What’s the first thing you see when you visit my website? A great picture of my friendly mug. This isn’t a coincidence or an afterthought. On the contrary, it’s completely intentional because studies show that customers want to see the people behind a business. More than that, they want to interact, get to know and connect. A great way to connect with them?? Live video.

Live feeds are a great way to let your prospects learn more about you. With live feeds, you can communicate directly with your target audience, unveil exciting announcements or just check in and say “hey, how are you doing?” Or rather, “how is my company doing in your eyes.”

All your favorite social networks offer this possibility including Facebook, Insta and Youtube – and more recently LinkedIn. But which is the best choice for your needs? Let’s find out by exploring some of the key differences.

Breaking Down The Numbers

Let’s start with numbers because numbers never lie and I’m a total numbers person. One of the first points to think about when determining which live option is right for you is the level of reach.

So, on Facebook you have 1.9 billion active users per month, Youtube has 1.3 Billion and Instagram trails behind with just 1 billion.

You might think this means that Facebook is going to be the top dog for live feeds. Well, not so fast. Unlike Youtube, active users are doing more than watching videos on Facebook and that’s why 3.25 billion hours of video are watched on Youtube every month. Viewing time on Facebook is at 3 billion.

It’s worth pointing out that this doesn’t automatically mean Youtube is your best bet. It will ALWAYS depend on what social network your ideal client is hanging out.  Make sure you know that. And if you aren’t sure – ask them.

How They Work

Each live function operates differently depending on the network you’re using.

Instagram: Tap the camera icon and then hit ‘live’ to start broadcasting. You are provided with a view count and you can toggle comments on or off. If your audience isn’t dodging live notifications they’ll get a friendly note that you’re broadcasting.

Once you have finished broadcasting, the feed can then become a story that will remain at the top of the follower’s feed for twenty-four hours.

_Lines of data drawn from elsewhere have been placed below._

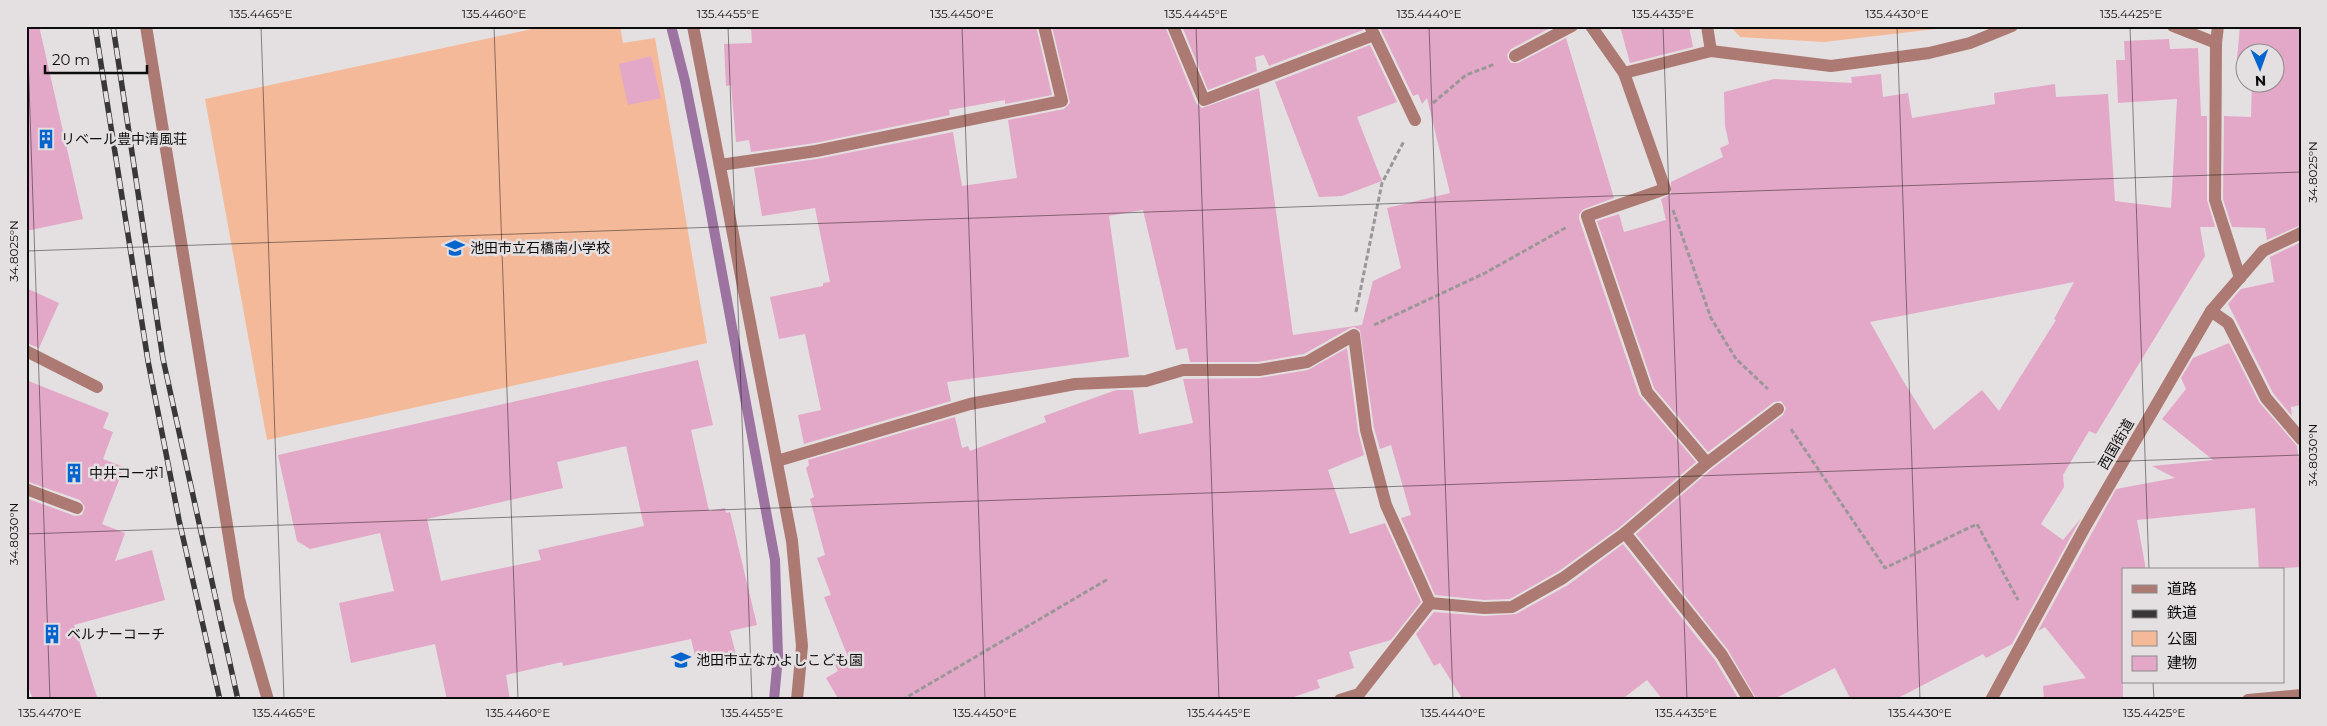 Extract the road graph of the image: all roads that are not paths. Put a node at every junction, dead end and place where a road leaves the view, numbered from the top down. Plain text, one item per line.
1 (146, 26) edge
2 (693, 26) edge
3 (1044, 26) edge
4 (1173, 26) edge
5 (1572, 26) edge
6 (1591, 26) edge
7 (1707, 26) edge
8 (2012, 26) edge
9 (2174, 26) edge
10 (2218, 26) edge
11 (1372, 31) edge
12 (2216, 43) junction
13 (1711, 51) junction
14 (1515, 56) road end
15 (1624, 74) junction
16 (1415, 120) road end
17 (720, 164) junction
18 (2301, 233) edge
19 (2240, 278) junction
20 (2211, 311) junction
21 (26, 351) edge
22 (97, 388) dead end
23 (1778, 409) road end
24 (2301, 439) edge
25 (777, 461) junction
26 (1707, 463) junction
27 (26, 489) edge
28 (77, 508) dead end
29 (1625, 532) junction
30 (1430, 603) junction
31 (2301, 695) edge
32 (1359, 697) edge
33 (268, 700) edge
34 (796, 700) edge
35 (1340, 700) edge
36 (1749, 700) edge
37 (1992, 700) edge
38 (2248, 700) edge

1 - 33 street
2 - 17 street
3 - 17 street
4 - 11 street
5 - 14 street
6 - 15 street
7 - 13 street
8 - 13 street
9 - 12 street
10 - 12 street
11 - 16 street
12 - 19 street
13 - 15 street
15 - 26 street
17 - 25 street
18 - 19 street, 西国街道
19 - 20 street, 西国街道
20 - 24 street
20 - 37 street, 西国街道
21 - 22 street
23 - 26 street
25 - 30 street
25 - 34 street
26 - 29 street
27 - 28 street
29 - 30 street
29 - 36 street
30 - 32 street
31 - 38 street
32 - 35 street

Facebook: Facebook can be triggered by hitting the camera icon to the left or going directly from the ‘what’s on your mind’ feature. Friends with Live Notifications turned on, will be told when you’re broadcasting and you can choose who can see the feed. Once you’re finished, you can choose to post the video and save it to your camera roll.

Another cool tool that helps with Facebook Live is BeLive.TV.  This gives you the option to add cool frames, agenda’s, and schedule your live video in advance.  It’s what I use for my videos on my Facebook page.

Youtube: You can live stream from your mobile device or your desktop. Choose the Upload icon on your account in the top right corner and then hit ‘Go live.’ You can then choose all your options for privacy and such. Any stream under 12 hours will be saved automatically.

More Nitty Gritty Details

There are a few more numbers to break down when comparing these three options.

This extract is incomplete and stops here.